Se la vita ti costringe a vivere la tensione dell’ignoto, nel mezzo di prospettive imprevedibili, ciò diventa un’opportunità per sviluppare risorse interiori a cui poter attingere negli anni a venire. Alla fine degli studi, a George è rimasta la capacità di apprezzare i periodi in cui può correre, e il valore dei suoi compagni di allenamento. “Non è facile ricreare l’atmosfera di squadra che avevamo al college”, riflette. “Ma ero pronto per un cambiamento.” 

In agosto del 2020 George è entrato a far parte dell’OAC e si è trasferito a Boulder per allenarsi con Ritzenhein, convinto che il coach avrebbe saputo guidarlo nella direzione giusta. “Dathan ha avuto infortuni che non riesco neanche a pronunciare, oltre a 15 fratture da stress e quattro o cinque interventi. Ne sa qualcosa, di quelle situazioni.” George dice che il loro rapporto è molto forte e costruito sulla fiducia reciproca. 

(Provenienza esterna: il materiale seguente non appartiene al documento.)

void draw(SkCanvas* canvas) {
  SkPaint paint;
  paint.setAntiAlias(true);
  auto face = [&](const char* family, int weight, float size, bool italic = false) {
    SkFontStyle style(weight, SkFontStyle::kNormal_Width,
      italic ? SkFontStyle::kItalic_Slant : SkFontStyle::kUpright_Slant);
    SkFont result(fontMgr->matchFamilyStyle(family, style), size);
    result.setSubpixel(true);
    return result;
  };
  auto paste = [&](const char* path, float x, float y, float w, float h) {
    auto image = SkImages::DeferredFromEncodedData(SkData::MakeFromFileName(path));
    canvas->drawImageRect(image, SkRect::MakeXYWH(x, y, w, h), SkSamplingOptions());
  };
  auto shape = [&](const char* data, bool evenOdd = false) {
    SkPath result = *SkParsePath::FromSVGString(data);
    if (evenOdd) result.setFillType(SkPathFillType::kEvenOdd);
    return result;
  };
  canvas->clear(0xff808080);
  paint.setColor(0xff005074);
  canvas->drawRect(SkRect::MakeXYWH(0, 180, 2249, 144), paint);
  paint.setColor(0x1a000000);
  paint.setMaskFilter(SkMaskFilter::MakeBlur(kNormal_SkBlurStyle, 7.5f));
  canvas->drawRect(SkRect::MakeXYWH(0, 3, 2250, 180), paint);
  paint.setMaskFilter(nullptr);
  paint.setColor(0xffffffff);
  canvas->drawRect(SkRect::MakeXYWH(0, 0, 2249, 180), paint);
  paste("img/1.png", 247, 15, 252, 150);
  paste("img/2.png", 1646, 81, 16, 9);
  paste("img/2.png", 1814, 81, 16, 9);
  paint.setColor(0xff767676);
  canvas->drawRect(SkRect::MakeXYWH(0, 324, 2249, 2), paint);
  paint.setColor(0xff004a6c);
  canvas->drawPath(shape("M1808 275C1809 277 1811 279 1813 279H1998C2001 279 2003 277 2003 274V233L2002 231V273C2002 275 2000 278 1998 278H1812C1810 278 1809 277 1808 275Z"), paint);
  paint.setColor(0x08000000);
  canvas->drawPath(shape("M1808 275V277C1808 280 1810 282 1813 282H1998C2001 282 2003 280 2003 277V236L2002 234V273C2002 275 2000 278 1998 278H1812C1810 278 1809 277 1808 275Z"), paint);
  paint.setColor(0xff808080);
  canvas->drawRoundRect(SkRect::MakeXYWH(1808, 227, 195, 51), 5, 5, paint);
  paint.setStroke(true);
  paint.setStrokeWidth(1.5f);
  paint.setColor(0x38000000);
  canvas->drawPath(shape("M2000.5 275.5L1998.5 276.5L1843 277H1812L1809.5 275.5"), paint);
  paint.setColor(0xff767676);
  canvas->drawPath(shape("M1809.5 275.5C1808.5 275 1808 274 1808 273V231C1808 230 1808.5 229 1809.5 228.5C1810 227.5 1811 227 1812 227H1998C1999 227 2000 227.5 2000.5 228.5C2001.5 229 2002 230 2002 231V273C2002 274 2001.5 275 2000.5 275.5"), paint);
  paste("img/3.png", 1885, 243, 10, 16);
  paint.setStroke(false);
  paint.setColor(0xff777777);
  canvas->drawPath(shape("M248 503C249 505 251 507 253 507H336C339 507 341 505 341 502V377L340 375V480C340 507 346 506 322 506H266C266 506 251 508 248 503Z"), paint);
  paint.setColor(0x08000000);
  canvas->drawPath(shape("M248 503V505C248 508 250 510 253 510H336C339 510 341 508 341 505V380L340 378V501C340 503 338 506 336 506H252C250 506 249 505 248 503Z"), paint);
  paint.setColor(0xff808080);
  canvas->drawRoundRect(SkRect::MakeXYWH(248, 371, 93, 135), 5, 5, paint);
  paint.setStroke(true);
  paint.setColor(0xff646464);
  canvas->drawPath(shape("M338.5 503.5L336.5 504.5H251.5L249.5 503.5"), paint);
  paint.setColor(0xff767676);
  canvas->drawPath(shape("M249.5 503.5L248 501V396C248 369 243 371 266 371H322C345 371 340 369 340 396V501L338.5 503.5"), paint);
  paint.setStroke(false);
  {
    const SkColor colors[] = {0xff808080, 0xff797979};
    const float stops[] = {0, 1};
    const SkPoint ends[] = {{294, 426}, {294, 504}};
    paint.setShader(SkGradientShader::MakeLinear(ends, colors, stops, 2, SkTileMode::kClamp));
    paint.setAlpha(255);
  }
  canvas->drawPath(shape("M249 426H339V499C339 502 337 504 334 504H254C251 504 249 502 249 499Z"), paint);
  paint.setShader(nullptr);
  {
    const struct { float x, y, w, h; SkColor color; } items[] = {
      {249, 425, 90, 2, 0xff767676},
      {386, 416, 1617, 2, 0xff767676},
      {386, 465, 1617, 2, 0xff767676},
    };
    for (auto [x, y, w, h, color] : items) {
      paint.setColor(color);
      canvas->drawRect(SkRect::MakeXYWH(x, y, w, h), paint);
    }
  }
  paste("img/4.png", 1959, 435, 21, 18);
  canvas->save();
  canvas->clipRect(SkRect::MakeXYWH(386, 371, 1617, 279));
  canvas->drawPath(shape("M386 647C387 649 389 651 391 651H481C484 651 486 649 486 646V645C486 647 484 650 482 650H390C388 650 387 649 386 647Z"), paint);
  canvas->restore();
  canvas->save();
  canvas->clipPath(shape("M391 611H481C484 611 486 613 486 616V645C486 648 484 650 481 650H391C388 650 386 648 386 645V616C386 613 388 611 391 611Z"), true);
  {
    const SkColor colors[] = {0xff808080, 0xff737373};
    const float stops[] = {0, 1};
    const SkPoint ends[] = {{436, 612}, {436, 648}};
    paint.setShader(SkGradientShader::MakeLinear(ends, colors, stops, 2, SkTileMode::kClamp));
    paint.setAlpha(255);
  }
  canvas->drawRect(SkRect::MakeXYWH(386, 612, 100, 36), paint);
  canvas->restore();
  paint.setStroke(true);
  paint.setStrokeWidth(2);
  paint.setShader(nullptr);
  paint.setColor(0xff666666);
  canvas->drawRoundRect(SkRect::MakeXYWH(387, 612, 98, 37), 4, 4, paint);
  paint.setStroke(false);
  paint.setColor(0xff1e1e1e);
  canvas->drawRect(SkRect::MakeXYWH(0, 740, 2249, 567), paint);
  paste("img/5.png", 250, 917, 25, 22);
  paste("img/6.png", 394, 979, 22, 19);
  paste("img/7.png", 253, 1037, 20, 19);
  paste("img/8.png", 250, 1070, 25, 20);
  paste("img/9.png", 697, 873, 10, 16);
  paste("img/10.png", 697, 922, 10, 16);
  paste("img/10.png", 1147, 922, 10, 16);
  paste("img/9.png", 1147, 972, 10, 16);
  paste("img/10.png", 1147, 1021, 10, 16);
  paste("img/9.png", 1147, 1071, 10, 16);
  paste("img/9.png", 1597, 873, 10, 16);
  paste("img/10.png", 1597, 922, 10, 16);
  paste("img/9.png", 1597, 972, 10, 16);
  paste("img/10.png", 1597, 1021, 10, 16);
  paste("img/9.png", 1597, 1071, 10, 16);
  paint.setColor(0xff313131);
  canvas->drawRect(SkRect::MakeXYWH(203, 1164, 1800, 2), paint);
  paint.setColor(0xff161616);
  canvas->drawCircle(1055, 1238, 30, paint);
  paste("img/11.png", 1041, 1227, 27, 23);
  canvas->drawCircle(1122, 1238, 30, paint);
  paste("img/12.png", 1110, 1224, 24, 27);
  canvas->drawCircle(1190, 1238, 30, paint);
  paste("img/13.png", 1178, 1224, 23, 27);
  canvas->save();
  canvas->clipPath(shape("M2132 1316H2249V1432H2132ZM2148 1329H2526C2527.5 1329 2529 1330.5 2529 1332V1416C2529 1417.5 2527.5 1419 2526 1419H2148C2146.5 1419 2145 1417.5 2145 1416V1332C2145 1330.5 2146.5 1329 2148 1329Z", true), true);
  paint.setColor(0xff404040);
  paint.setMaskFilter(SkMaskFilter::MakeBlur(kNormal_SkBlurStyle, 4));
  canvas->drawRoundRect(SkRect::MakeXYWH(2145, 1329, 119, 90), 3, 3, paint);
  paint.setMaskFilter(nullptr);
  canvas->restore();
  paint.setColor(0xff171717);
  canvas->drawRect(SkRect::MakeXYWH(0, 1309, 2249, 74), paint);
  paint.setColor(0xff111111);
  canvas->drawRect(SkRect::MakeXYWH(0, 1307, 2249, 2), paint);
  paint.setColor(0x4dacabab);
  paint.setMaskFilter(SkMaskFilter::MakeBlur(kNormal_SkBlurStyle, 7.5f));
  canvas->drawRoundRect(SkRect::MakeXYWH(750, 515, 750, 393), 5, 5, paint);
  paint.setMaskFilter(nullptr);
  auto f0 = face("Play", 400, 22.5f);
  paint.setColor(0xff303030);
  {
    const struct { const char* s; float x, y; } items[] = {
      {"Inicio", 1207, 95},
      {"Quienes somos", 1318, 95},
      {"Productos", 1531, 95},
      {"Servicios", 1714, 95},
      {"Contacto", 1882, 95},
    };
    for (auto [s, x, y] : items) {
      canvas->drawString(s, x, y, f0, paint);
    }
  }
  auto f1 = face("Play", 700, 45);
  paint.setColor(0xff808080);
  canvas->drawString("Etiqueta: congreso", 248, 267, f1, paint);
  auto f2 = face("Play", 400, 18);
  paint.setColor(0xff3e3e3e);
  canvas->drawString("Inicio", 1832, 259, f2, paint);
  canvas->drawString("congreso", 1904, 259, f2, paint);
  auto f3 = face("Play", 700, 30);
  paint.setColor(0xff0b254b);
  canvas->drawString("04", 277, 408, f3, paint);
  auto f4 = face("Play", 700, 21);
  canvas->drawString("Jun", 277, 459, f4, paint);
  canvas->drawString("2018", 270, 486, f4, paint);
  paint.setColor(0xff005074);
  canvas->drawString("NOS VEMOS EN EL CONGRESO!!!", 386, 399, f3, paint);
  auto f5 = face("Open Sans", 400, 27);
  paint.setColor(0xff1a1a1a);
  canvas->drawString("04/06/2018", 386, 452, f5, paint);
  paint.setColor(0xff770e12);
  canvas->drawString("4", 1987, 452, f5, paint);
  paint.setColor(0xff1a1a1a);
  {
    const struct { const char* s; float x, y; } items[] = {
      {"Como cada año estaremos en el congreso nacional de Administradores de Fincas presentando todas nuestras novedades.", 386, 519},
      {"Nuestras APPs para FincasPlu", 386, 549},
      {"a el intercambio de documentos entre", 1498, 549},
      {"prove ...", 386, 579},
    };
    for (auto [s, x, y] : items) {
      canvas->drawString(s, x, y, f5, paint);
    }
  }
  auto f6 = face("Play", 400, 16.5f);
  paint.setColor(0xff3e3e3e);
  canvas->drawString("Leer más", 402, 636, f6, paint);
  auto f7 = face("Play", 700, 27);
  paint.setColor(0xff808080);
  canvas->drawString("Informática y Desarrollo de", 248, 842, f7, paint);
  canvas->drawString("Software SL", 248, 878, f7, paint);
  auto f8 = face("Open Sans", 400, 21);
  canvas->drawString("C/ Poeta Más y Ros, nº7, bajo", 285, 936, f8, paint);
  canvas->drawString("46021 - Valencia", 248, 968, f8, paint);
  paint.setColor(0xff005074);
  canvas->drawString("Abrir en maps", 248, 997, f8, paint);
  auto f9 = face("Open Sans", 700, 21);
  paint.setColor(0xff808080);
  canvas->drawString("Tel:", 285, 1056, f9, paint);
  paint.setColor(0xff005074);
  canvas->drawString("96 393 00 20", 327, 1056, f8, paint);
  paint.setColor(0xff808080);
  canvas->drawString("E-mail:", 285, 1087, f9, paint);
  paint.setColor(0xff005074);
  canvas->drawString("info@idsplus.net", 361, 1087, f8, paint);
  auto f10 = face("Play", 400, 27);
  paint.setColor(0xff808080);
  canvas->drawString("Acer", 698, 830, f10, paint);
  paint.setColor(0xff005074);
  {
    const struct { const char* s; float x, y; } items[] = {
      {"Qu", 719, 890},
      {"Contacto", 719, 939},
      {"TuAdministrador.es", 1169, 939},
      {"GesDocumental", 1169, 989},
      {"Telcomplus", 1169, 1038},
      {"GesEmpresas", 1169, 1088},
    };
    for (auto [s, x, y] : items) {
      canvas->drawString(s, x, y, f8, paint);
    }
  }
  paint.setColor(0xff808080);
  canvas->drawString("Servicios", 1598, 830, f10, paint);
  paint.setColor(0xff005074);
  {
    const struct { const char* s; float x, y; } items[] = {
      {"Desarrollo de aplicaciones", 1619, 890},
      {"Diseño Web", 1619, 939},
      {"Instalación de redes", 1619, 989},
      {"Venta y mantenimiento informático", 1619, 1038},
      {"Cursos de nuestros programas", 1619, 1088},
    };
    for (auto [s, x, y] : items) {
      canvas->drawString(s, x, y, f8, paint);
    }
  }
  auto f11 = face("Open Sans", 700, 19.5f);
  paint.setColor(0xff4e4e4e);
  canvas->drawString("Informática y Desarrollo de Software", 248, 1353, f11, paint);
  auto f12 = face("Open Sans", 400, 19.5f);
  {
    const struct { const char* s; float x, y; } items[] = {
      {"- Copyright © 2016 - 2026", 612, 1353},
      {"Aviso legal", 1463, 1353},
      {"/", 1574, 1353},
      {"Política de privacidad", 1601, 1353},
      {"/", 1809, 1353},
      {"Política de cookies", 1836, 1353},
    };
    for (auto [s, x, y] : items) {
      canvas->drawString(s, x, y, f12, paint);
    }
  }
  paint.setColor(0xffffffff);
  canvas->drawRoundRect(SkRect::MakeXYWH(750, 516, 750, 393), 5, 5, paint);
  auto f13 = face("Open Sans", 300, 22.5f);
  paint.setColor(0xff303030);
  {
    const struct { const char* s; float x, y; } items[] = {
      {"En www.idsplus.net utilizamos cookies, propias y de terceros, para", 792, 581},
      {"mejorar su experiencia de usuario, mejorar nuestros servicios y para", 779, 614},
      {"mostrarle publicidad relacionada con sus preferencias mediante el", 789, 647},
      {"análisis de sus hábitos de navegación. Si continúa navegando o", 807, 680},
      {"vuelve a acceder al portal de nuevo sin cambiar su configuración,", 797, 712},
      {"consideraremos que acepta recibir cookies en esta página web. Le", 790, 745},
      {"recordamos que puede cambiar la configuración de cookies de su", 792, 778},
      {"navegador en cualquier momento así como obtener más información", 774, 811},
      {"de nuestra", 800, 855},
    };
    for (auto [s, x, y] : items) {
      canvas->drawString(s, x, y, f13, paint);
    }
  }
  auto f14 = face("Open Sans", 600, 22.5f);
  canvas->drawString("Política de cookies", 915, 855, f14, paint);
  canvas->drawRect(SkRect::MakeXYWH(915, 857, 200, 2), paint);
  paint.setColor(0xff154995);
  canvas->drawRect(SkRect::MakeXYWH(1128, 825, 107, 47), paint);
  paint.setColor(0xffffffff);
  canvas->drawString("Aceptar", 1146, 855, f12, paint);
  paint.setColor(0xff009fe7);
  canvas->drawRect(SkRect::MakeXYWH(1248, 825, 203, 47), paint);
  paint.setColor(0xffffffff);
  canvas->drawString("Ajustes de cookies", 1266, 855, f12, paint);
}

L'OAC è particolare perché atlete e atleti provengono da molti paesi diversi, quindi durante gli allenamenti si spronano a vicenda e durante le gare possono sostenersi e fare il tifo l’uno per l’altro: non si contendono mai le stesse posizioni nelle squadre dei campionati mondiali. George dice che la squadra ha un profilo relativamente basso: “I runner hanno uno stile di vita piuttosto tranquillo”, afferma. Per un’ora alla settimana George conduce, insieme ai compagni di squadra Morgan McDonald e Ollie Hoare, il podcast Coffee Club, che definisce “un simpatico diversivo, perfetto per parlare di tutto un po’.” 

“Mi piace correre. Mi piace cercare di raggiungere una forma eccezionale. Un giorno alla volta, una settimana alla volta e una gara alla volta, qualunque sia il risultato.”

Il progetto di George per l’estate è raggiungere lo standard olimpico per tutti e tre gli eventi. “Sarebbe pazzesco”, dice. “Quante persone al mondo hanno quei tre standard?” Non molte. “È assurdo. Ma non ci sono ancora riuscito, ne ho raggiunti solo due.” (Qualche mese dopo la nostra conversazione, George li ha raggiunti tutti e tre. Adesso è l’unica persona a detenere lo standard olimpico per i 1500 m, i 3000 m siepi e i 5000 m).

A George piace lanciarsi, tanto per provare. Per lui il successo consiste nell’avere una carriera “di cui posso andare fiero”, e nel poter affermare onestamente di aver amato la vita da runner. Ma è anche uno che adora vivere nel momento. “Mi piace correre. Mi piace cercare di raggiungere una forma eccezionale. Un giorno alla volta, una settimana alla volta e una gara alla volta, qualunque sia il risultato.” Ma siamo chiari: “Mi piace vincere”, afferma. “Anzi, adoro vincere. Mi piace correre veloce. Vivo per gli ultimi 200 m.”

George preferisce le azioni alle aspirazioni. Nel mondo del running d’élite, in cui l’avanzamento è segno di progresso, è raro trovare un atleta come lui. “La gente pensa che se non hai un obiettivo vuol dire che non stai provando ad andare veloce”, dice George. Ma la sua collezione di medaglie parla da sé. “Sto ancora cercando di lavorare sodo, e intendo correre il più veloce possibile.”